> _Recorded data_:
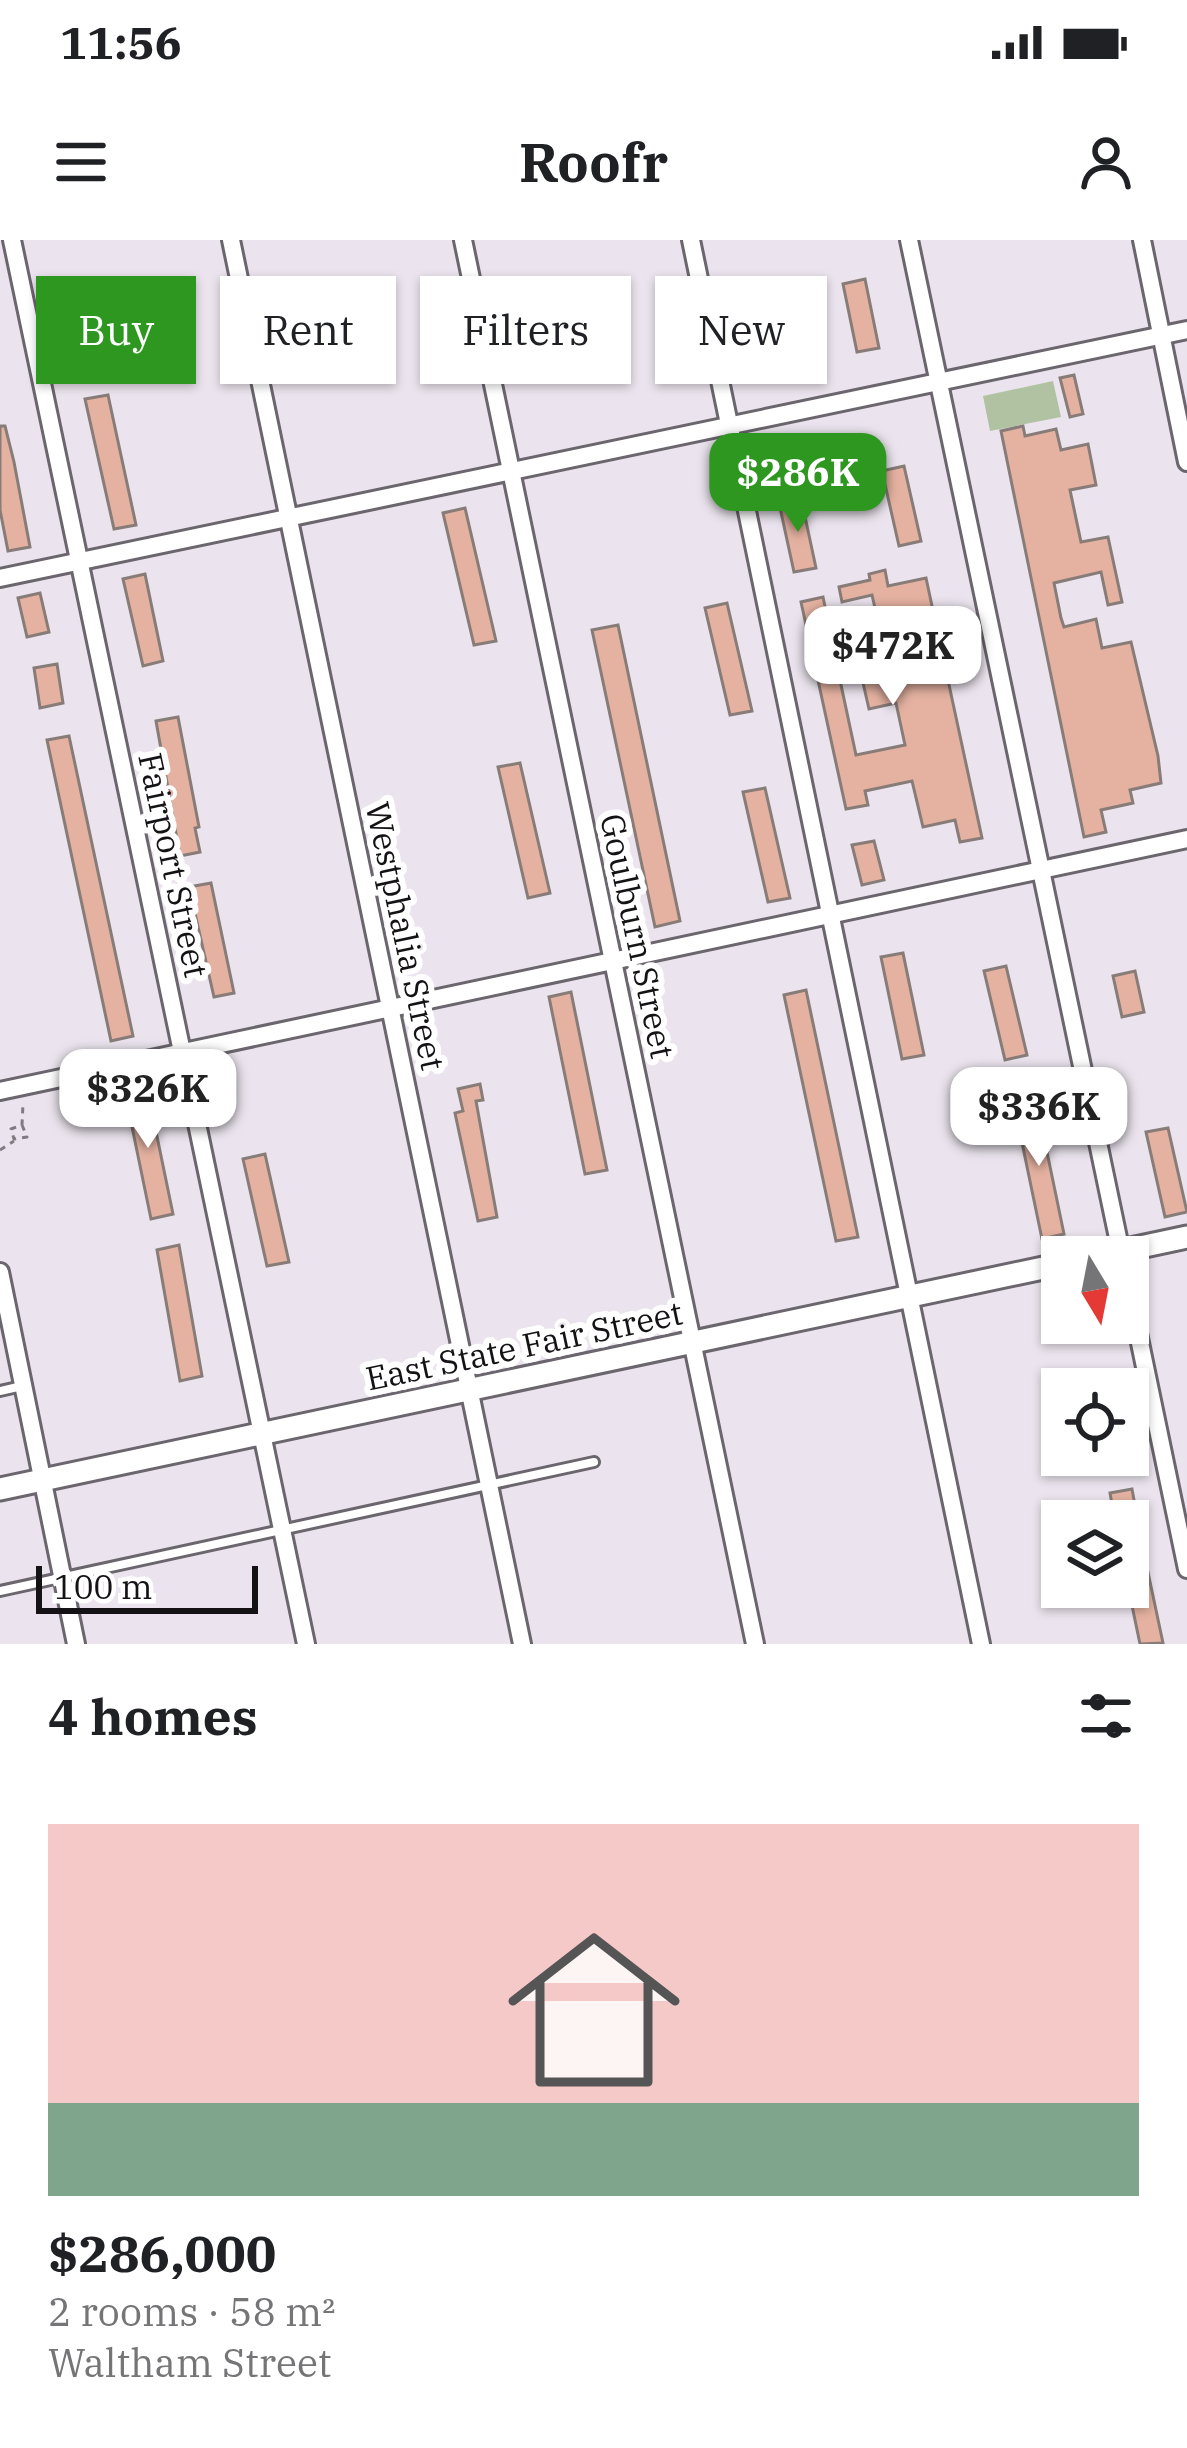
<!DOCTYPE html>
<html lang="en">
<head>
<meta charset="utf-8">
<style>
  body { margin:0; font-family:"IBM Plex Serif",serif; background:#f6f6f6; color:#202124; height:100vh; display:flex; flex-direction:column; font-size:45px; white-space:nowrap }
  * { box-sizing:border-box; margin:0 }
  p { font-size:39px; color:#757577 }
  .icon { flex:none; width:66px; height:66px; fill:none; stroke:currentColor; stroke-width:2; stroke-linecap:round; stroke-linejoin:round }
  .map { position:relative; height:1404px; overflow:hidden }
  .details { display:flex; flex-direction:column; background:#fff; flex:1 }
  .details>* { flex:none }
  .guide { position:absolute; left:36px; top:36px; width:1116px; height:108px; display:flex; gap:24px }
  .needle { width:78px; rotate:170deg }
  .controls { position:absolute; left:1041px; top:996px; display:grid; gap:24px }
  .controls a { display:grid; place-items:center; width:108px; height:108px; border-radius:0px; background:#fff; box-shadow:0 3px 9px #0004; font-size:60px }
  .scale { position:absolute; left:36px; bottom:30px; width:222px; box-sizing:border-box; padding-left:12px; border:6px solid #141215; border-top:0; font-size:33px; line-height:42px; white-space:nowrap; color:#141215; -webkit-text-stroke:9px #fff; paint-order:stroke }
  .price { position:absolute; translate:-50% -102px; padding:0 27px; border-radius:24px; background:#fff; color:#222; font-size:39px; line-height:78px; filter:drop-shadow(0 3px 6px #0008) }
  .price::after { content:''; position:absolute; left:50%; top:72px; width:36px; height:27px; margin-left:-18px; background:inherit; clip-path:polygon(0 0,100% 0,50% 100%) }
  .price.selected { background:#2d9720; color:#fff }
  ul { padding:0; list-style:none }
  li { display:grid; align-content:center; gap:24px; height:636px; padding:0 48px }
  li span { display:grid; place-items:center; height:372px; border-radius:0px; color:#555 }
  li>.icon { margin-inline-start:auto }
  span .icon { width:216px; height:216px; fill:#fffc; stroke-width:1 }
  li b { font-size:51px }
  h2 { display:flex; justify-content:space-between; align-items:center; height:144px; padding:0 48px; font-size:51px }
  .tag { padding:0 42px; border-radius:0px; background:#fff; box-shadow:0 3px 9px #0004; font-size:42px; line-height:108px }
  .tag.selected { background:#2d9720; color:#fff }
  .status { display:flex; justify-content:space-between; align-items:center; height:84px; padding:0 60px; background:#fff; direction:ltr }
  .status svg { height:33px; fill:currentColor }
  header { display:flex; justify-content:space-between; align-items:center; height:156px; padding:0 48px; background:#fff; font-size:54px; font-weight:800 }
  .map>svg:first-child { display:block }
  .green { fill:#b1c2a2 }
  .building { fill:#e5b2a1; stroke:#887c78; stroke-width:3; fill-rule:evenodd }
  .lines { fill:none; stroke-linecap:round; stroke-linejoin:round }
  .service-casing { stroke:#6b656d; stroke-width:14 }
  .minor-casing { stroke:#6b656d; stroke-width:22 }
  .tertiary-casing { stroke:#6b656d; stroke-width:27 }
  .path { stroke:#807b82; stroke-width:3; stroke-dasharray:6 6; stroke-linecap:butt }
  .service { stroke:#fff; stroke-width:8 }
  .minor { stroke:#fff; stroke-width:16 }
  .tertiary { stroke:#fff; stroke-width:21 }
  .labels { text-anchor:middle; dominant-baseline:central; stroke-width:12; stroke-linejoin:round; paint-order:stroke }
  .street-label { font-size:33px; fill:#141215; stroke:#fff }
</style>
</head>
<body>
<div class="status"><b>11:56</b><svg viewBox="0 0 49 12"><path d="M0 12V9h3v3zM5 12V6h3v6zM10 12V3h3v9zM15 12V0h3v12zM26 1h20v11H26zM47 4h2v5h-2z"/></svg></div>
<header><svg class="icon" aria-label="menu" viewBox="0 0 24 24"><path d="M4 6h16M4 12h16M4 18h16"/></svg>Roofr<svg class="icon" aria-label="person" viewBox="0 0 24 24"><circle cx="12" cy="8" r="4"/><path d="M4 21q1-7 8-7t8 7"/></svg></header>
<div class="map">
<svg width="1187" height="1404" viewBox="0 0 1187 1404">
  <rect width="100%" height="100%" fill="#ebe4ee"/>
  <polygon class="green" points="1053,141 1061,177 990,191 983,156"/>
  <g class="building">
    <polygon points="865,39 879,108 857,112 843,44"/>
    <polygon points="1074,135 1083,174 1070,177 1060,138"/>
    <polygon points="108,155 136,285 114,289 85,159"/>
    <polygon points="0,186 5,186 14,222 30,307 8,311 0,270"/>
    <polygon points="1023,186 1025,196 1056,189 1061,210 1088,204 1096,245 1070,250 1081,302 1108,297 1122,362 1108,365 1101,332 1054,343 1061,378 1064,387 1096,379 1102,408 1131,402 1158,516 1161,543 1130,550 1133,563 1101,570 1106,592 1084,597 1001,191"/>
    <polygon points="904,226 921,301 899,306 882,231"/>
    <polygon points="801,258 816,328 794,332 779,263"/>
    <polygon points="465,268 496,401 474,405 443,273"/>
    <path d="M885,330L888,346L926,338L982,598L960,602L955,580L923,587L912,541L865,551L868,565L846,569L801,362L823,357L833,404L868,397L873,423L900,418L903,433L925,428L917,391L882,399L872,355L842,362L839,347L870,340L869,334ZM858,421L869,469L896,463L905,505L856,515L837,426Z"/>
    <polygon points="145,334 163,421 143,426 123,339"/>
    <polygon points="40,353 49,392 27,397 18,358"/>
    <polygon points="727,363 752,471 730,475 705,368"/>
    <polygon points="618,385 680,681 655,687 592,390"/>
    <polygon points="57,424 63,463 40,468 34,428"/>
    <polygon points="178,477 199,587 195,588 200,612 180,616 156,481"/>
    <polygon points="69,496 133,796 111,801 47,500"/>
    <polygon points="520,523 550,653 528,658 498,527"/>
    <polygon points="765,548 790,658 768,662 743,552"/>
    <polygon points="874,601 884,640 862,645 852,605"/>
    <polygon points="211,643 234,753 214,757 189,647"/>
    <polygon points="903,713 924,815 902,819 881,717"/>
    <polygon points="1006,726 1027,815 1005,820 984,731"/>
    <polygon points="1135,731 1144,772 1122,777 1113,736"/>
    <polygon points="806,750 858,997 836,1001 784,755"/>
    <polygon points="571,752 607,930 585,934 549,757"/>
    <polygon points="146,843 173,974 151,979 124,848"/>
    <polygon points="480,844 483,860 476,861 497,977 478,981 455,873 463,871 458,849"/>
    <polygon points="1036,859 1064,994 1042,999 1014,864"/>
    <polygon points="1168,888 1187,972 1165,977 1146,892"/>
    <polygon points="265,914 289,1022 267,1026 243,919"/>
    <polygon points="179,1005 202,1136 180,1141 157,1010"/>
    <polygon points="1132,1249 1142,1304 1163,1403 1140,1404 1129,1351 1128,1281 1115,1281 1110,1253"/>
  </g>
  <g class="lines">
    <defs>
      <g id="service">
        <polyline points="0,1151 22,1146"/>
        <polyline points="0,1351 594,1222"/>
      </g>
      <g id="minor">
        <polyline points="12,0 306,1404"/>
        <polyline points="231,0 522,1404"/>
        <polyline points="463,0 755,1404"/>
        <polyline points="691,0 981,1404"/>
        <polyline points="909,0 1122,1017"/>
        <polyline points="1142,0 1187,222"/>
        <polyline points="0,338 1187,90"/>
        <polyline points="0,851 1187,599"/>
        <polyline points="0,1032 76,1404"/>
        <polyline points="1128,1045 1187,1329"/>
      </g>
      <g id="tertiary">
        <polyline points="1093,1017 1187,997"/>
        <polyline points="0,1249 1062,1024"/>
      </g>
    </defs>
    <use href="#service" class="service-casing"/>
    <use href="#minor" class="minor-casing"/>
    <use href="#tertiary" class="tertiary-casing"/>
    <g class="path">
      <polyline points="22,885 27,897 14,899 11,889 22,885 23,864"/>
      <polyline points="0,910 14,901"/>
    </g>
    <use href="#service" class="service"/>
    <use href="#minor" class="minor"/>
    <use href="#tertiary" class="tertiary"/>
  </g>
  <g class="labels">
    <g class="street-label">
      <text transform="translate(174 625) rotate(78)">Fairport Street</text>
      <text transform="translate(406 696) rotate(78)">Westphalia Street</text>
      <text transform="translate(638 696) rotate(78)">Goulburn Street</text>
      <text transform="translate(524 1105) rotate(-12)">East State Fair Street</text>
    </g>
  </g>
</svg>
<div class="controls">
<a><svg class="needle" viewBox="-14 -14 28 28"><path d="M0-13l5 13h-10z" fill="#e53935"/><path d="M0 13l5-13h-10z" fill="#757577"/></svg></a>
<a><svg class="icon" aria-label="locate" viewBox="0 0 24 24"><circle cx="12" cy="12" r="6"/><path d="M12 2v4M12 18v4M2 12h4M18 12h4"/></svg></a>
<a><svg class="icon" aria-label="layers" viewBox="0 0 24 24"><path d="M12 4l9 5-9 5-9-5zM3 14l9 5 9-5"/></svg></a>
</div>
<div class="scale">100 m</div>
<b class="price selected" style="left:798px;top:295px">$286K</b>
<b class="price" style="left:893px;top:468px">$472K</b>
<b class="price" style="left:148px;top:911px">$326K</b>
<b class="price" style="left:1039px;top:929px">$336K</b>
<div class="guide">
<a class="tag selected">Buy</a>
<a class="tag">Rent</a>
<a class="tag">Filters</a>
<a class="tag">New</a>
</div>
</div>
<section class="details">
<h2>4 homes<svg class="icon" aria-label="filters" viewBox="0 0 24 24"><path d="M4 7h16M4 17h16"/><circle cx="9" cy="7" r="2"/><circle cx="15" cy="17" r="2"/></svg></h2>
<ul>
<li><span style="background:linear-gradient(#f6c9c9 75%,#7fa58c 0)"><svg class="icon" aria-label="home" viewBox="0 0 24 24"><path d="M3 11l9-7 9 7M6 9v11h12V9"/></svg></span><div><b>$286,000</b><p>2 rooms · 58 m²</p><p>Waltham Street</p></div></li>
</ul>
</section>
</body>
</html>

> _Assignment_: Set down exactly and only the lines from the start of the entries above through the line containing "width:216px; height:216px; fill:#fffc;", both ends included, omitting the pictures.

> _Answer to this problem_:
<!DOCTYPE html>
<html lang="en">
<head>
<meta charset="utf-8">
<style>
  body { margin:0; font-family:"IBM Plex Serif",serif; background:#f6f6f6; color:#202124; height:100vh; display:flex; flex-direction:column; font-size:45px; white-space:nowrap }
  * { box-sizing:border-box; margin:0 }
  p { font-size:39px; color:#757577 }
  .icon { flex:none; width:66px; height:66px; fill:none; stroke:currentColor; stroke-width:2; stroke-linecap:round; stroke-linejoin:round }
  .map { position:relative; height:1404px; overflow:hidden }
  .details { display:flex; flex-direction:column; background:#fff; flex:1 }
  .details>* { flex:none }
  .guide { position:absolute; left:36px; top:36px; width:1116px; height:108px; display:flex; gap:24px }
  .needle { width:78px; rotate:170deg }
  .controls { position:absolute; left:1041px; top:996px; display:grid; gap:24px }
  .controls a { display:grid; place-items:center; width:108px; height:108px; border-radius:0px; background:#fff; box-shadow:0 3px 9px #0004; font-size:60px }
  .scale { position:absolute; left:36px; bottom:30px; width:222px; box-sizing:border-box; padding-left:12px; border:6px solid #141215; border-top:0; font-size:33px; line-height:42px; white-space:nowrap; color:#141215; -webkit-text-stroke:9px #fff; paint-order:stroke }
  .price { position:absolute; translate:-50% -102px; padding:0 27px; border-radius:24px; background:#fff; color:#222; font-size:39px; line-height:78px; filter:drop-shadow(0 3px 6px #0008) }
  .price::after { content:''; position:absolute; left:50%; top:72px; width:36px; height:27px; margin-left:-18px; background:inherit; clip-path:polygon(0 0,100% 0,50% 100%) }
  .price.selected { background:#2d9720; color:#fff }
  ul { padding:0; list-style:none }
  li { display:grid; align-content:center; gap:24px; height:636px; padding:0 48px }
  li span { display:grid; place-items:center; height:372px; border-radius:0px; color:#555 }
  li>.icon { margin-inline-start:auto }
  span .icon { width:216px; height:216px; fill:#fffc; stroke-width:1 }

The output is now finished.